Please copy the records below word for word, leaving out the pictures.

# # # #

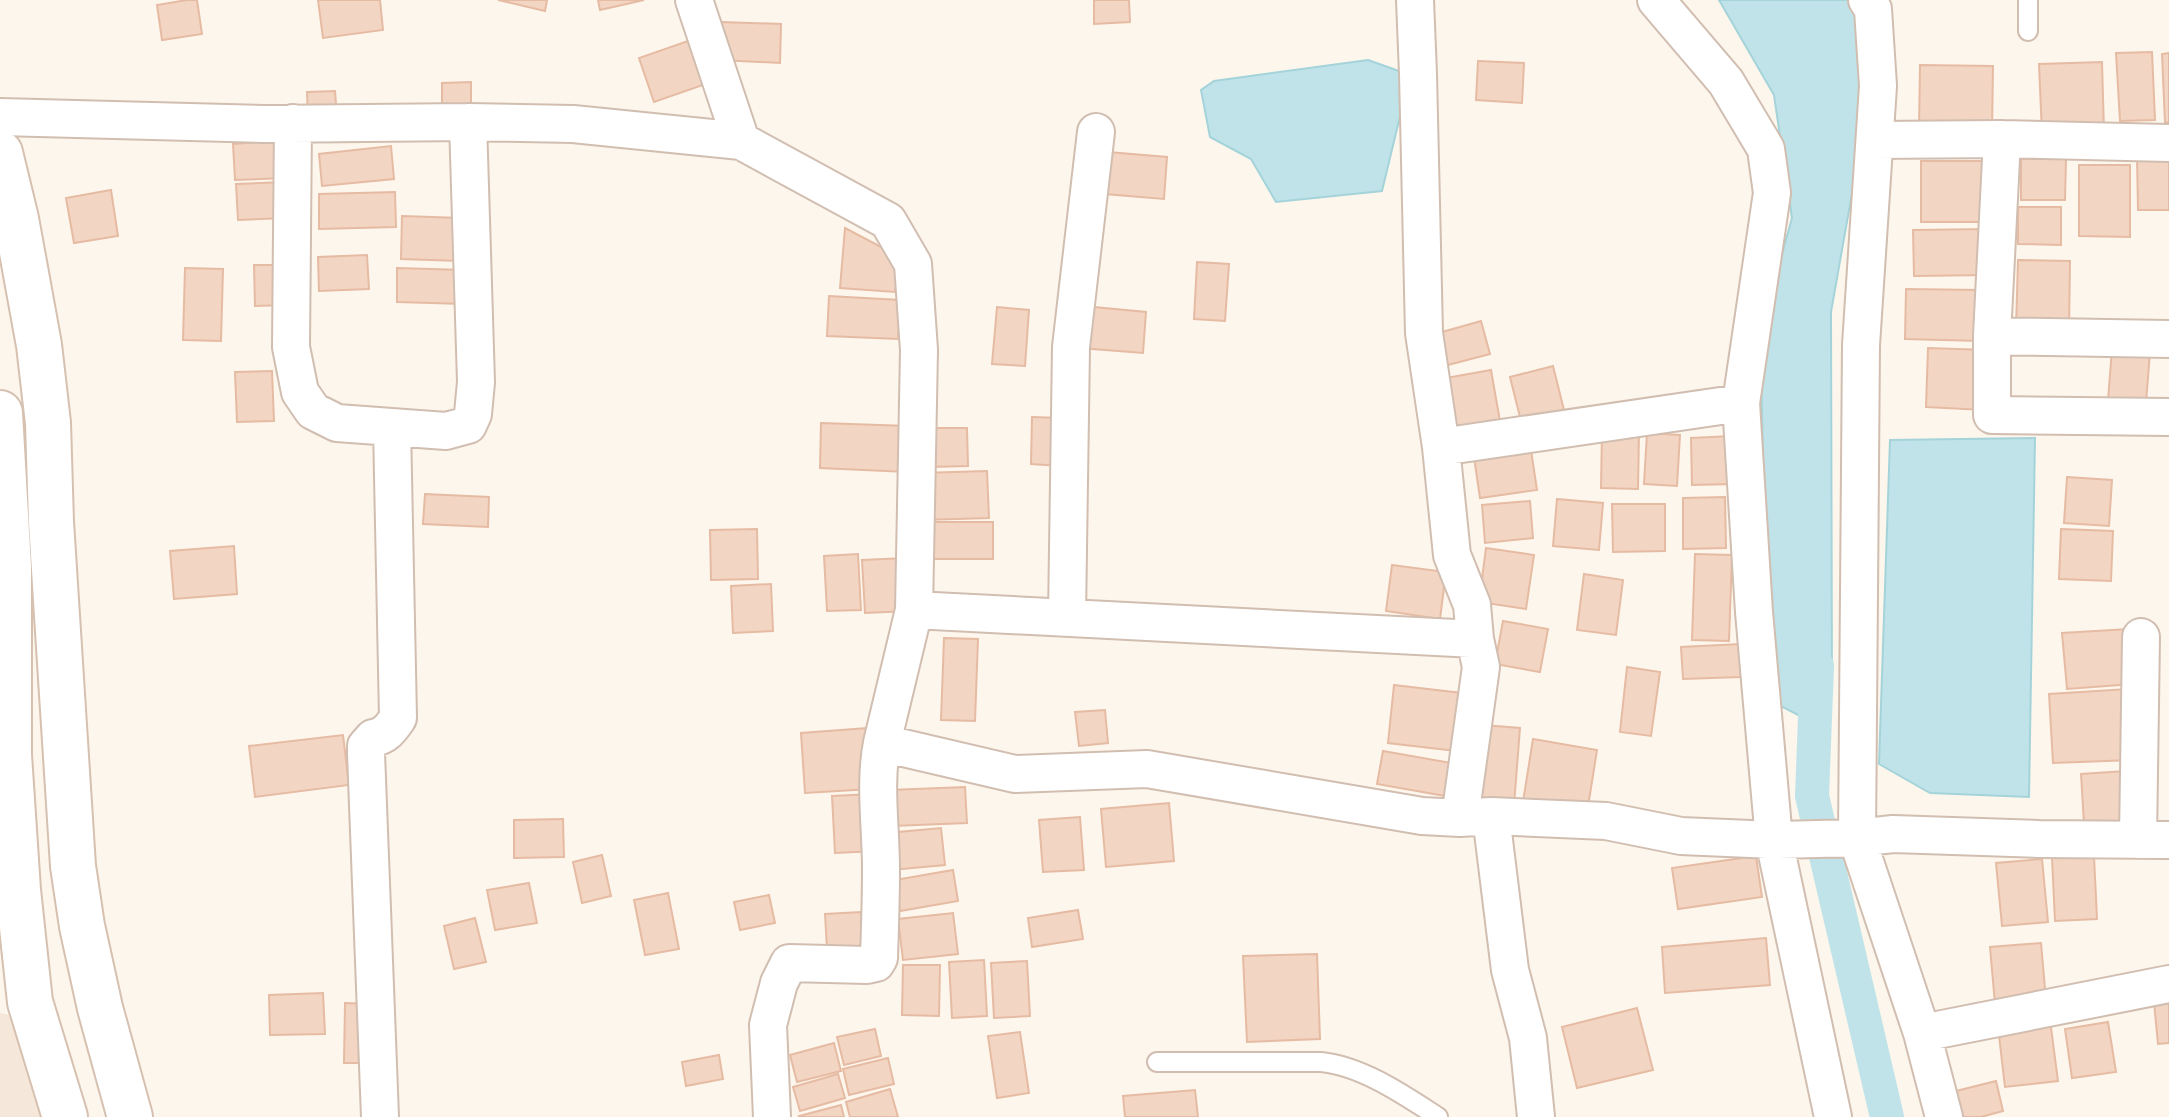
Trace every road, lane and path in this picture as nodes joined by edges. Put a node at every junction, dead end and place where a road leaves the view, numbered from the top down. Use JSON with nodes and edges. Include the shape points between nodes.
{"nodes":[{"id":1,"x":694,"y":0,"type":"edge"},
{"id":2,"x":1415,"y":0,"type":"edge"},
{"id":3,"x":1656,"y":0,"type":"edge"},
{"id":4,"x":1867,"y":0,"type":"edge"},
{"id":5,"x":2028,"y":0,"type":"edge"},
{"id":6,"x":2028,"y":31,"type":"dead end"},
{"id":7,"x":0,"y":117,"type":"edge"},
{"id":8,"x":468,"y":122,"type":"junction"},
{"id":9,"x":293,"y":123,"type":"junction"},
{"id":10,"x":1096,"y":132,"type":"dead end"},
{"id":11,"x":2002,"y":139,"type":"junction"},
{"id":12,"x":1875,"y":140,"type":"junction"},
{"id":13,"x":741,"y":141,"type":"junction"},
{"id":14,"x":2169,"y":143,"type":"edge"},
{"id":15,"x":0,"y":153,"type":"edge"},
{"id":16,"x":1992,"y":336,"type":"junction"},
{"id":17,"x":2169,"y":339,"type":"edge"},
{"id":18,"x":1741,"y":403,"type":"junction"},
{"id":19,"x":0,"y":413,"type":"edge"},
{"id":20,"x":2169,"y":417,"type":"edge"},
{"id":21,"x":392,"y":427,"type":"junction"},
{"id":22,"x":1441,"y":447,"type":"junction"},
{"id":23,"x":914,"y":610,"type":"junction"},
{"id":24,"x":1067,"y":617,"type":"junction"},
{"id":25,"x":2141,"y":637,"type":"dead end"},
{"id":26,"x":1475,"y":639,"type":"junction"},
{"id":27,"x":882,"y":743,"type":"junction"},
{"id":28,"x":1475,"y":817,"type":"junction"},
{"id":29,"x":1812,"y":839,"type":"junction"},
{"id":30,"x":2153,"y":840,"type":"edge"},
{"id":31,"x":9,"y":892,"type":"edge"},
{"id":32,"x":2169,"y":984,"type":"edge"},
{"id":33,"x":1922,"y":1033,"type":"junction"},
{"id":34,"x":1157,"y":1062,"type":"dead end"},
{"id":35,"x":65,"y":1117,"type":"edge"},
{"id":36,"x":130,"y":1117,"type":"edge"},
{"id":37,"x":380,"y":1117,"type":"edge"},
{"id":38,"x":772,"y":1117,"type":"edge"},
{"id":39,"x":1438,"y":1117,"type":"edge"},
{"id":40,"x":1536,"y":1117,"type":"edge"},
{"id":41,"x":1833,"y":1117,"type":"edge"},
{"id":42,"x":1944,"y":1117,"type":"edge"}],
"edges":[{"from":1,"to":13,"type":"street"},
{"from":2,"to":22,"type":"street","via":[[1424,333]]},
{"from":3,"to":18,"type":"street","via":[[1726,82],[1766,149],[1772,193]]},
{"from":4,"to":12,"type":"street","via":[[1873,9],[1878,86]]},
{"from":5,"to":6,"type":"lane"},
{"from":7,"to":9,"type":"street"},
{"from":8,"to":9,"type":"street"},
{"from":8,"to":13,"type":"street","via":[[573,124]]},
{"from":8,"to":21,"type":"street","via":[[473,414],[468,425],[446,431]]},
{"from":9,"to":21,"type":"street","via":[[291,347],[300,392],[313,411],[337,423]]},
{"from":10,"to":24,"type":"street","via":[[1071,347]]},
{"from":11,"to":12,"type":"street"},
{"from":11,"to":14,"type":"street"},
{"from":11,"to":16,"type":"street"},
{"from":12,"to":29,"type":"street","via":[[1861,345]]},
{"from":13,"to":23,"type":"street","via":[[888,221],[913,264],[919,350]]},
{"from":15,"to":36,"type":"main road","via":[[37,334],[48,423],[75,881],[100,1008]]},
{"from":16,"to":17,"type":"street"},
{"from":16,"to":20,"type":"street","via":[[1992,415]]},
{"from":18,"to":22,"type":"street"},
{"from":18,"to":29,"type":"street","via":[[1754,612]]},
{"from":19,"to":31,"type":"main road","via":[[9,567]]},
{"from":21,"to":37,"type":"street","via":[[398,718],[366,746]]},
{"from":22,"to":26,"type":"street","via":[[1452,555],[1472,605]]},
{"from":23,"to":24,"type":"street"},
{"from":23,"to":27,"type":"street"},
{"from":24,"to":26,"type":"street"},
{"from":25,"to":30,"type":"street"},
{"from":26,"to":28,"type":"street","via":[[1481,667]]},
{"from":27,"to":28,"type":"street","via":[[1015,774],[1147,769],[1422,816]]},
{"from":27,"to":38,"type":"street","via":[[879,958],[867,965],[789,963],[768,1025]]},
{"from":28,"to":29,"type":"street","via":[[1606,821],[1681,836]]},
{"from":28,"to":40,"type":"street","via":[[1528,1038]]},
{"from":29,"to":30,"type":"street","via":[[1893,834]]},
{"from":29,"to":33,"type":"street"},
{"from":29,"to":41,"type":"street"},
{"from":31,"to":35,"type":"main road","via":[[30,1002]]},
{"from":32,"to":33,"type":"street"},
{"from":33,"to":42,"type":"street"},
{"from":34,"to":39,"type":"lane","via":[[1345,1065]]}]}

# # # #

§ **Response below**:
Trace every road, lane and path in this picture as nodes joined by edges. Put a node at every junction, dead end and place where a road leaves the view, numbered from the top down. Use JSON with nodes and edges. Include the shape points between nodes.
{"nodes":[{"id":1,"x":694,"y":0,"type":"edge"},
{"id":2,"x":1415,"y":0,"type":"edge"},
{"id":3,"x":1656,"y":0,"type":"edge"},
{"id":4,"x":1867,"y":0,"type":"edge"},
{"id":5,"x":2028,"y":0,"type":"edge"},
{"id":6,"x":2028,"y":31,"type":"dead end"},
{"id":7,"x":0,"y":117,"type":"edge"},
{"id":8,"x":468,"y":122,"type":"junction"},
{"id":9,"x":293,"y":123,"type":"junction"},
{"id":10,"x":1096,"y":132,"type":"dead end"},
{"id":11,"x":2002,"y":139,"type":"junction"},
{"id":12,"x":1875,"y":140,"type":"junction"},
{"id":13,"x":741,"y":141,"type":"junction"},
{"id":14,"x":2169,"y":143,"type":"edge"},
{"id":15,"x":0,"y":153,"type":"edge"},
{"id":16,"x":1992,"y":336,"type":"junction"},
{"id":17,"x":2169,"y":339,"type":"edge"},
{"id":18,"x":1741,"y":403,"type":"junction"},
{"id":19,"x":0,"y":413,"type":"edge"},
{"id":20,"x":2169,"y":417,"type":"edge"},
{"id":21,"x":392,"y":427,"type":"junction"},
{"id":22,"x":1441,"y":447,"type":"junction"},
{"id":23,"x":914,"y":610,"type":"junction"},
{"id":24,"x":1067,"y":617,"type":"junction"},
{"id":25,"x":2141,"y":637,"type":"dead end"},
{"id":26,"x":1475,"y":639,"type":"junction"},
{"id":27,"x":882,"y":743,"type":"junction"},
{"id":28,"x":1475,"y":817,"type":"junction"},
{"id":29,"x":1812,"y":839,"type":"junction"},
{"id":30,"x":2153,"y":840,"type":"edge"},
{"id":31,"x":9,"y":892,"type":"edge"},
{"id":32,"x":2169,"y":984,"type":"edge"},
{"id":33,"x":1922,"y":1033,"type":"junction"},
{"id":34,"x":1157,"y":1062,"type":"dead end"},
{"id":35,"x":65,"y":1117,"type":"edge"},
{"id":36,"x":130,"y":1117,"type":"edge"},
{"id":37,"x":380,"y":1117,"type":"edge"},
{"id":38,"x":772,"y":1117,"type":"edge"},
{"id":39,"x":1438,"y":1117,"type":"edge"},
{"id":40,"x":1536,"y":1117,"type":"edge"},
{"id":41,"x":1833,"y":1117,"type":"edge"},
{"id":42,"x":1944,"y":1117,"type":"edge"}],
"edges":[{"from":1,"to":13,"type":"street"},
{"from":2,"to":22,"type":"street","via":[[1424,333]]},
{"from":3,"to":18,"type":"street","via":[[1726,82],[1766,149],[1772,193]]},
{"from":4,"to":12,"type":"street","via":[[1873,9],[1878,86]]},
{"from":5,"to":6,"type":"lane"},
{"from":7,"to":9,"type":"street"},
{"from":8,"to":9,"type":"street"},
{"from":8,"to":13,"type":"street","via":[[573,124]]},
{"from":8,"to":21,"type":"street","via":[[473,414],[468,425],[446,431]]},
{"from":9,"to":21,"type":"street","via":[[291,347],[300,392],[313,411],[337,423]]},
{"from":10,"to":24,"type":"street","via":[[1071,347]]},
{"from":11,"to":12,"type":"street"},
{"from":11,"to":14,"type":"street"},
{"from":11,"to":16,"type":"street"},
{"from":12,"to":29,"type":"street","via":[[1861,345]]},
{"from":13,"to":23,"type":"street","via":[[888,221],[913,264],[919,350]]},
{"from":15,"to":36,"type":"main road","via":[[37,334],[48,423],[75,881],[100,1008]]},
{"from":16,"to":17,"type":"street"},
{"from":16,"to":20,"type":"street","via":[[1992,415]]},
{"from":18,"to":22,"type":"street"},
{"from":18,"to":29,"type":"street","via":[[1754,612]]},
{"from":19,"to":31,"type":"main road","via":[[9,567]]},
{"from":21,"to":37,"type":"street","via":[[398,718],[366,746]]},
{"from":22,"to":26,"type":"street","via":[[1452,555],[1472,605]]},
{"from":23,"to":24,"type":"street"},
{"from":23,"to":27,"type":"street"},
{"from":24,"to":26,"type":"street"},
{"from":25,"to":30,"type":"street"},
{"from":26,"to":28,"type":"street","via":[[1481,667]]},
{"from":27,"to":28,"type":"street","via":[[1015,774],[1147,769],[1422,816]]},
{"from":27,"to":38,"type":"street","via":[[879,958],[867,965],[789,963],[768,1025]]},
{"from":28,"to":29,"type":"street","via":[[1606,821],[1681,836]]},
{"from":28,"to":40,"type":"street","via":[[1528,1038]]},
{"from":29,"to":30,"type":"street","via":[[1893,834]]},
{"from":29,"to":33,"type":"street"},
{"from":29,"to":41,"type":"street"},
{"from":31,"to":35,"type":"main road","via":[[30,1002]]},
{"from":32,"to":33,"type":"street"},
{"from":33,"to":42,"type":"street"},
{"from":34,"to":39,"type":"lane","via":[[1345,1065]]}]}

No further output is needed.